The mountain is in lands once occupied by Aboriginal Tasmanians and lies at the border of country occupied by the Ben Lomond Nation, to the south; the Letteremairener Clan, in the Tamar Valley and the Pyemmairrenerpairrener clan, to the north-east.

=== Nomenclature ===

It is probable that the indigenous name for the mountain was pialermeliggener, transcribed by G.A. Robinson when he was searching the upper Pipers River area. pialermeliggener is sometimes used to describe nearby Mt Arthur, but examination of Robinson's travels and the translation of the aboriginal word (with the suffix meaning cliffs or scree near summit) accord with the exposed cliffs on most faces of Mt Barrow.

The feature is shown as Row Tor on some maps of the area in the early 1800s although, confusingly, this is most often used as the early toponym for nearby Mt Arthur.

The modern name is believed to have been for Sir John Barrow, a British Admiralty official. It is probable that Lieutenant-Governor Franklin named the mountain in Sir John Barrow's honour; as the two were likely acquainted and the mountain first appears as such on maps during Franklin's Governorship.
Confusing the issue further, Mt Barrow is named 'Ben Loder' in John Glover's 1836 painting and the mountain is further mentioned in newspaper print several times as 'Mount Barron' - and may have been known colloquially as such in the 19th century.

==== Cartography of the Mount Barrow region ====
Versions of Flinders' 1798 map, adapted in 1825, clearly show the Mt Barrow region depicted as Row Tor; however, maps of 1843 onwards clearly shows Mount Barrow marked in its present location and adds 'Row Tor' as the foothills slightly west towards Launceston. Later maps of the north-east show Row Tor as occupying the present day location of Mt Arthur, it's possible that originally Row Tor was the colloquial name for the broader north-east highlands region and the separate massifs of present-day Mount Arthur and Mount Barrow were delineated cartographically in the 1840s.

Geology of Mount Barrow

Mount Barrow is mostly dolomite from the Jurassic period, which has been predicted to have come to the surface around the late Cretaceous, with more recent granite developed in the Ice age. When the Ice age ended, rain would have washed away the stagnant dirt and uncovered the variety of rocks that can now be seen at the summit.

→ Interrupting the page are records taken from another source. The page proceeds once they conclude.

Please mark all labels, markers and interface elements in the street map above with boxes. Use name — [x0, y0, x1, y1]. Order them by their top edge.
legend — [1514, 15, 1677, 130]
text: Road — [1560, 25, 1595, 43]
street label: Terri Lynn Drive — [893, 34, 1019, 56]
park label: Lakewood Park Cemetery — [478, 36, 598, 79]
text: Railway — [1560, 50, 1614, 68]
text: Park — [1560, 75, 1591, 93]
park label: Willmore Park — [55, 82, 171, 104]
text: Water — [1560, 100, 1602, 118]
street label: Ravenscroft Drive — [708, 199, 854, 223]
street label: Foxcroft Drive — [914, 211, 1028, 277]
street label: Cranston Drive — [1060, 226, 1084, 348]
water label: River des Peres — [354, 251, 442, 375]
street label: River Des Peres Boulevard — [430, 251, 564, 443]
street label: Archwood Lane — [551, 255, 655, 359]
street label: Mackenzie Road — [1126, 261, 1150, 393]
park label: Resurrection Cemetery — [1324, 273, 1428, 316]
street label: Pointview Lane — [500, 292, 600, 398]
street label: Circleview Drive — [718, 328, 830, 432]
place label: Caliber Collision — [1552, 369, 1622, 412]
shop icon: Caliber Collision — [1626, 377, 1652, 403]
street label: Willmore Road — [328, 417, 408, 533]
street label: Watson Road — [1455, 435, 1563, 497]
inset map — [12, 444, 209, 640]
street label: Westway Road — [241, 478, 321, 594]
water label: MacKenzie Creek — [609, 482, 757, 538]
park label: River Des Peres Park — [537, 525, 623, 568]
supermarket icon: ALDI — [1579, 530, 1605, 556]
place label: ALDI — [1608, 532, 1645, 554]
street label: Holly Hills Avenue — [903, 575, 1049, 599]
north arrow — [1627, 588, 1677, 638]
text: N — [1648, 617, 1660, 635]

=== History of the Mount Barrow area ===

The mountain formed an imposing barrier to settlers for long into the 19th century and the steep and rainforested country behind the mountain was visited infrequently. In the 1830s the country was explored by George Robinson and the botanist Robert William Lawrence, who both commented on the steep and difficult country.
The hinterland was subject to scientific exploration by Paul Strzelecki in 1846 and prospectors gradually opened up the rugged country in the north-east after that time.

By the late 1870s settlement had made inroads into the surrounding valleys and the forests began to be exploited for their wood, as well as clearing country for emerging settlements such as Nunamara, Patersonia and Diddleum Plains.

A state reserve on Mount Barrow occupies 459 ha and is an important habitat for several threatened species. These include the Tasmanian Wedge-tailed Eagle, the spotted-tail quoll and Eastern quoll and the Mount Arthur Burrowing Crayfish. Marsupials regularly sighted on the mountain include wombats, pademelons, Bennett's wallabies and Forester kangaroos. The reserve also features a pleasant picnic ground with a nature trail beginning and ending there.

Numerous mountain streams are found across the escarpment and these can turn into substantial waterfalls after heavy snowfall.

Mount Barrow is the main television and FM radio transmission site for north east Tasmania. The broadcasting and telecommunication structures are subject to ice build up and have shields incorporated into their designs to prevent damage from falling ice. Due to the rugged terrain the programme reaches the sites via microwave links instead of the usual fibre optic cables. Electrical power reaches the facilities by an overhead line running up the eastern side of the mountain.